Photo Credit: kissabug via Compfight cc

Photo Credit: kissabug via Compfight cc

You remember the story? Woman can’t have children (I think because she’s alone and sperm banks weren’t exactly the rage in Early Modern Europe), so the village witch gives her a seed to plant from which a girl “no bigger than my thumb” is born. Good thing is wasn’t me–I’ve killed cacti.

Anyway, after the idyllic stage, Thumbelina is kidnapped, lost, stolen, and myriad other things which take her from her mother. And just like Dorothy from the Wizard of Oz, she wants to go home. At some point, winter comes (just as it always does–thank you GoT) and she knows she can’t make the trek in that kind of weather. She hibernates with a field mouse and an injured bird until the spring thaw. And then she is reunited with her mother. But during this time away she made friends, met other people her own size, and even fell in love with a fairy prince (I object to that part, but it rounds out the story).

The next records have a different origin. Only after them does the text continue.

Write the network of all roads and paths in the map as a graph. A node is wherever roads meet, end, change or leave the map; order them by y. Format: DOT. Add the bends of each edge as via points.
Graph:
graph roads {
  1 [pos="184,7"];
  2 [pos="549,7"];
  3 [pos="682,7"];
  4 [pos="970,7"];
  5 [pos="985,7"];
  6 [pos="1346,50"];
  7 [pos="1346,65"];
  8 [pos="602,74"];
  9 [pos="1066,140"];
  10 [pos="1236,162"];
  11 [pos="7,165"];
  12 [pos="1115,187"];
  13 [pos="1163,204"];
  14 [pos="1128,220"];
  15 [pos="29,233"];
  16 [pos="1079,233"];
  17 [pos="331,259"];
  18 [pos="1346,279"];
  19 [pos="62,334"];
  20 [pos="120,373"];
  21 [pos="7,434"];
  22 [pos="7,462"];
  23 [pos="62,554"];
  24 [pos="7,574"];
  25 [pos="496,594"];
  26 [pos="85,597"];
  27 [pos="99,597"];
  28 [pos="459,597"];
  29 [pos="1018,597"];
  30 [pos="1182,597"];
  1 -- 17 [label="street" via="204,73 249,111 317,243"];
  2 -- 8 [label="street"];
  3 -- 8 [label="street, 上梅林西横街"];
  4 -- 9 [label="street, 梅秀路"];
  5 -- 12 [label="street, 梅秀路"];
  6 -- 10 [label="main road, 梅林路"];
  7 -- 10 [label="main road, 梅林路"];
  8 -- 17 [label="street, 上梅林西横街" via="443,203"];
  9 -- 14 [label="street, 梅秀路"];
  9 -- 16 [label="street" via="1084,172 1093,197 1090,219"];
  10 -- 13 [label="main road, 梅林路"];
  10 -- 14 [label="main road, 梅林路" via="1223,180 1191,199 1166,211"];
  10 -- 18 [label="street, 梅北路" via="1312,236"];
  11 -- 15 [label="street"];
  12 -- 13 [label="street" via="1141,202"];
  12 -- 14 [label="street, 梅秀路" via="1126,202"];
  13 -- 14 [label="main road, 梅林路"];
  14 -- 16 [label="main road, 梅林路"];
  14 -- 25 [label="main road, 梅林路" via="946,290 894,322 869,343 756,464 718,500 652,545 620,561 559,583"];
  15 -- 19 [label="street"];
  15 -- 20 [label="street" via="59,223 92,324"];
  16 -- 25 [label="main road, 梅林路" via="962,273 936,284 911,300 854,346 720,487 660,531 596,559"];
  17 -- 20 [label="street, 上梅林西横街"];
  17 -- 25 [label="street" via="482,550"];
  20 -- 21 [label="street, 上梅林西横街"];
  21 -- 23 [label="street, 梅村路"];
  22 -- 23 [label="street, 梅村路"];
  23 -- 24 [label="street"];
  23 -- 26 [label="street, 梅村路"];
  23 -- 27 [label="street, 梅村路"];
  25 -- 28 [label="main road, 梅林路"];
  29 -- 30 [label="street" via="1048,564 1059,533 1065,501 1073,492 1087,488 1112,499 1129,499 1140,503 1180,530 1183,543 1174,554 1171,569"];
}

Photo Credit: katinthecupboard via Compfight cc

Photo Credit: katinthecupboard via Compfight cc

Now I can’t claim that I’ve gone on life-changing adventures, but I’ve spent time with my family, written notes and learned new things about my story I wouldn’t have noticed if I was furiously writing. The same thing happened when I was looking for work. While I was keeping my head in interviews, resumes, and searches, I didn’t stop to ask why I was doing it. When I finally took a breath, I realized I was happiest writing. I don’t know if I would have made that leap if I were still keeping my head down.